- **EXERCISE PROMPT**:
Copy out the lines of the records below, and only those lines, from the one with "I need the junctions and links of all" through the one with "I need the junctions and links of every", exactly as they appear.

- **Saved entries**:
# # # # # # #

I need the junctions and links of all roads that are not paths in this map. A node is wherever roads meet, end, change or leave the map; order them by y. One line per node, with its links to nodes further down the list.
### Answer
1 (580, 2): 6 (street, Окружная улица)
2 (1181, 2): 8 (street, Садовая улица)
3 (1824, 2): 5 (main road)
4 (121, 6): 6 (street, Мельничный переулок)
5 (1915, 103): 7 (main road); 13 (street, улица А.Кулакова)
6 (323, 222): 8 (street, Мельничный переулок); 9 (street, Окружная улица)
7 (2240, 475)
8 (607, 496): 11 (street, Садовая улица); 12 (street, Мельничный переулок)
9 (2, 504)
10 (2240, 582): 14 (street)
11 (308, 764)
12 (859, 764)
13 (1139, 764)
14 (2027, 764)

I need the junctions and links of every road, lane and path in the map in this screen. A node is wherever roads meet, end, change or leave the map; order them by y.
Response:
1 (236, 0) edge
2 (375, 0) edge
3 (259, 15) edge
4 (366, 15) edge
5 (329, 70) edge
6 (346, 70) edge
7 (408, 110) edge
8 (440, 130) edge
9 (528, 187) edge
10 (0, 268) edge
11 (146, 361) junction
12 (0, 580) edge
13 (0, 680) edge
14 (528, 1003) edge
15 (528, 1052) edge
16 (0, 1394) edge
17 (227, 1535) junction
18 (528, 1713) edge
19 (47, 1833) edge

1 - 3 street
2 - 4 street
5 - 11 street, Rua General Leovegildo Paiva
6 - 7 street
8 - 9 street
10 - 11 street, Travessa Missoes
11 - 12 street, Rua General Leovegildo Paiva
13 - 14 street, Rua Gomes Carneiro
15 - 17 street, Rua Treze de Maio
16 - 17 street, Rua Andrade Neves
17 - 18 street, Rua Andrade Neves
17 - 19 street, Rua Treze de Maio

# # # # # # #

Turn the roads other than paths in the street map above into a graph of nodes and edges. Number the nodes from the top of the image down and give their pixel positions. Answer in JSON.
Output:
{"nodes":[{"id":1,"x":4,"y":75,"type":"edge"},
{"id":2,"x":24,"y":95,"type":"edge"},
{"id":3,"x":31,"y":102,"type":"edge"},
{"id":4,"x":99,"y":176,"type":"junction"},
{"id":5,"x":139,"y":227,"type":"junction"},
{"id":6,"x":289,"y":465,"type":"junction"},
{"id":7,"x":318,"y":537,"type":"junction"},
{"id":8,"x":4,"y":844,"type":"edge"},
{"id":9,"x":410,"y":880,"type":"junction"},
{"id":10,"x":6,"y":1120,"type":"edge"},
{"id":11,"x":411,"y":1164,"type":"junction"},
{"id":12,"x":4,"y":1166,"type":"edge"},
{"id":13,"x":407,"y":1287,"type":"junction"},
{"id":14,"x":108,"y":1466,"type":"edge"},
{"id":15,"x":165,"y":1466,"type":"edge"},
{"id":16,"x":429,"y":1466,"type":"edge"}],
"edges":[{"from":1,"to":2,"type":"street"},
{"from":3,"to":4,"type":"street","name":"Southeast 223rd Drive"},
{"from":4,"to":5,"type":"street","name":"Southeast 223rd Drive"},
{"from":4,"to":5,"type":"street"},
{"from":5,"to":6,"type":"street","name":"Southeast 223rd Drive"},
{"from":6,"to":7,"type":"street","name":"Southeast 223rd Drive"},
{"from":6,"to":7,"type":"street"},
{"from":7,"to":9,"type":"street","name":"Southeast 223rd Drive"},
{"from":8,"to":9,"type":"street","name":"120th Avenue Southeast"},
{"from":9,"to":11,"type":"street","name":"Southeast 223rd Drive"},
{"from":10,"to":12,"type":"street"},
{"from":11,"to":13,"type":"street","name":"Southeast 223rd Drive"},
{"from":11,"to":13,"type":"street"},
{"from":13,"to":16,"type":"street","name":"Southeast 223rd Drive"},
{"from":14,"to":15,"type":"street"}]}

# # # # # # #

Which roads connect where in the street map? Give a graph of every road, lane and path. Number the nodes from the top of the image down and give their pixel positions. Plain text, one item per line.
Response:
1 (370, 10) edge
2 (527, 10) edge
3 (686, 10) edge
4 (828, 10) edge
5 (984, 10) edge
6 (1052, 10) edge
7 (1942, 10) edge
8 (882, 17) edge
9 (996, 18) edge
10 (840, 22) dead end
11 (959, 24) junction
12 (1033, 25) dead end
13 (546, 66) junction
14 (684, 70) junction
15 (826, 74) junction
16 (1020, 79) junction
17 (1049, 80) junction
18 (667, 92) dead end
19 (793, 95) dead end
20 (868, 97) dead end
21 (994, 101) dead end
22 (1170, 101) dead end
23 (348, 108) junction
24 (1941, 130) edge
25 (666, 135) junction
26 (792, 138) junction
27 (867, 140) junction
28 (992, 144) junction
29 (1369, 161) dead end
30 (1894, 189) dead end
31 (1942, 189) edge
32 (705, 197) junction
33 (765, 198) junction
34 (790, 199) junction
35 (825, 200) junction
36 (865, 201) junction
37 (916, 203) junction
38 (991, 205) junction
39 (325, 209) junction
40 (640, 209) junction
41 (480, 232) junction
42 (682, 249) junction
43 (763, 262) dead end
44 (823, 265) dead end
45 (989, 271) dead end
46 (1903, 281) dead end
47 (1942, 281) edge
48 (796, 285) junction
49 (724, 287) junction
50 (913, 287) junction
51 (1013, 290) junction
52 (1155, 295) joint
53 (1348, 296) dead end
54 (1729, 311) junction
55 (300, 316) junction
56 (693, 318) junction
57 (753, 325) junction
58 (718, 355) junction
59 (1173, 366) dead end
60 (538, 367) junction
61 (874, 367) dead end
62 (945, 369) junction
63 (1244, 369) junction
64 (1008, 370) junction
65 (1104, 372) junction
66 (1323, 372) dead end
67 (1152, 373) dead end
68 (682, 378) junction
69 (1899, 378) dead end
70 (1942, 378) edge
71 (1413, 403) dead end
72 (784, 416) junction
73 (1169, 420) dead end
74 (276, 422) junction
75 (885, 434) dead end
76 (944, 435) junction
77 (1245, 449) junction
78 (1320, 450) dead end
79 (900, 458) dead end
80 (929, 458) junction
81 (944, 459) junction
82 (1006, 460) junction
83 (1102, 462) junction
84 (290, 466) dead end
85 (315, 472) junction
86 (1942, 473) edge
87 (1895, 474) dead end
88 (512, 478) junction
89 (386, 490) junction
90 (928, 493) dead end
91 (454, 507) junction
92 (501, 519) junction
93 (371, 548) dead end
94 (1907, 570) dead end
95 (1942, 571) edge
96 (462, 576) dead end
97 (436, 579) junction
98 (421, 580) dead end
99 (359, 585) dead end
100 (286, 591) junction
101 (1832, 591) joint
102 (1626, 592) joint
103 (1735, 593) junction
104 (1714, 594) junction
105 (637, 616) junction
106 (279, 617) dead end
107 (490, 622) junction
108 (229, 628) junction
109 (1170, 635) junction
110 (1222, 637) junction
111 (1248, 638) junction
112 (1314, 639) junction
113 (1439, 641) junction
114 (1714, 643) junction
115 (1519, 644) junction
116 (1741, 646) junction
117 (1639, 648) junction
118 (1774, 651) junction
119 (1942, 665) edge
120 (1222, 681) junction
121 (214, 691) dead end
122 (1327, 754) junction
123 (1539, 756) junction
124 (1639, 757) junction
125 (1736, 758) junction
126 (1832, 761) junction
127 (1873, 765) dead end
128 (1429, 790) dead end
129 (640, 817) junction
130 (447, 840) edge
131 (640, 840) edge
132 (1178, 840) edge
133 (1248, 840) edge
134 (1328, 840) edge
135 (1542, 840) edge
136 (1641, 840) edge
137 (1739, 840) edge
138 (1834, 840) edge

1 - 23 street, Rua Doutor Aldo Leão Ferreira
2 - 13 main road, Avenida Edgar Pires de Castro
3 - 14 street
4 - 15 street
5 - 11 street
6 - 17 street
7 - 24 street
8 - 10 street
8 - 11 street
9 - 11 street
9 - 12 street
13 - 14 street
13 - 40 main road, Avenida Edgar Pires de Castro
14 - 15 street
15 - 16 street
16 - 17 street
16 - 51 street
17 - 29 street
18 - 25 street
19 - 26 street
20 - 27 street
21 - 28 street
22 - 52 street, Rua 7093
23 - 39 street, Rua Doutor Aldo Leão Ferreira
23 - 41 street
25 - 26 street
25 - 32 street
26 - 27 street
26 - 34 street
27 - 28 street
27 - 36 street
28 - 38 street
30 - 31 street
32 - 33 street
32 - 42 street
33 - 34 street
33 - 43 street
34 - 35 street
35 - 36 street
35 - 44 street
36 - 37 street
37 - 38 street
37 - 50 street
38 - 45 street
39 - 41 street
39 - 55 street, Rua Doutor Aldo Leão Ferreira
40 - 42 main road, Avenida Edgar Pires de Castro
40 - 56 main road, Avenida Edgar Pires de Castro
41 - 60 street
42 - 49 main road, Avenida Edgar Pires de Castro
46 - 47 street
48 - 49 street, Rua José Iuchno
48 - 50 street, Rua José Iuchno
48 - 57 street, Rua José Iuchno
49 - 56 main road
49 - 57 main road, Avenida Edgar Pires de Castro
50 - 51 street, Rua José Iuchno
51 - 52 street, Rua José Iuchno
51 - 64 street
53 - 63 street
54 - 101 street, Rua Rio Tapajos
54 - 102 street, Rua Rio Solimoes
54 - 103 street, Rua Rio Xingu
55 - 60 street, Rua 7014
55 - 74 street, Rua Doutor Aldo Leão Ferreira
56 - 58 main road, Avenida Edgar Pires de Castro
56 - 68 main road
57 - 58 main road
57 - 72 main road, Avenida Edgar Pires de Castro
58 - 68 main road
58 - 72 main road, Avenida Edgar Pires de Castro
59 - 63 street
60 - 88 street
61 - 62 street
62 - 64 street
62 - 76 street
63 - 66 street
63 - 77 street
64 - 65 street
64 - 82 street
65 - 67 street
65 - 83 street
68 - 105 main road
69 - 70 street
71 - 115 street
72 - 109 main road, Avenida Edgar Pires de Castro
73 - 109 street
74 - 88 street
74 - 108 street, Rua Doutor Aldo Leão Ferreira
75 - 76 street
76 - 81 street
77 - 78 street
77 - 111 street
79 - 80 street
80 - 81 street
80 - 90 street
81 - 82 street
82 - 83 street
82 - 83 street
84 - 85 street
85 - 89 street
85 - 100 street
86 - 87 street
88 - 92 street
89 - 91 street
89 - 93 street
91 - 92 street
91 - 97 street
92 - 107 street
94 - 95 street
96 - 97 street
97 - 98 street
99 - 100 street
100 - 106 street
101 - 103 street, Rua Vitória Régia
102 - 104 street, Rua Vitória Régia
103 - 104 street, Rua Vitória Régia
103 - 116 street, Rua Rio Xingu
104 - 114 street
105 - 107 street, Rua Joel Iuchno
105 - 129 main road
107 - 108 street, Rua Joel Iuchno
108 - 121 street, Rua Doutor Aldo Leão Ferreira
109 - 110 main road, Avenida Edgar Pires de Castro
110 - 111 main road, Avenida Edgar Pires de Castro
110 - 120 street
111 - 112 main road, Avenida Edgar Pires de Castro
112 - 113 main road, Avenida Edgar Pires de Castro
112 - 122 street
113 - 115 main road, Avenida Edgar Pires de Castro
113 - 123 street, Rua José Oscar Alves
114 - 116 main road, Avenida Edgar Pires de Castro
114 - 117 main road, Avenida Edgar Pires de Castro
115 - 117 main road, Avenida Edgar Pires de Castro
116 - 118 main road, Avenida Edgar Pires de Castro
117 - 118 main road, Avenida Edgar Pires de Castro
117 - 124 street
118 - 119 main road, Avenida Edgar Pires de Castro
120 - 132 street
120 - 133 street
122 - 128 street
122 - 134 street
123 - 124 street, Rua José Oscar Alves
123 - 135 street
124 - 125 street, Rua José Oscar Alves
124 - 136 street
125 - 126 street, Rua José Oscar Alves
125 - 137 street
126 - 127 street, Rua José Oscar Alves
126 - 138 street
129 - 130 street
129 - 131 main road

# # # # # # #

- **RESPONSE BOX**:
I need the junctions and links of all roads that are not paths in this map. A node is wherever roads meet, end, change or leave the map; order them by y. One line per node, with its links to nodes further down the list.
### Answer
1 (580, 2): 6 (street, Окружная улица)
2 (1181, 2): 8 (street, Садовая улица)
3 (1824, 2): 5 (main road)
4 (121, 6): 6 (street, Мельничный переулок)
5 (1915, 103): 7 (main road); 13 (street, улица А.Кулакова)
6 (323, 222): 8 (street, Мельничный переулок); 9 (street, Окружная улица)
7 (2240, 475)
8 (607, 496): 11 (street, Садовая улица); 12 (street, Мельничный переулок)
9 (2, 504)
10 (2240, 582): 14 (street)
11 (308, 764)
12 (859, 764)
13 (1139, 764)
14 (2027, 764)

I need the junctions and links of every road, lane and path in the map in this screen. A node is wherever roads meet, end, change or leave the map; order them by y.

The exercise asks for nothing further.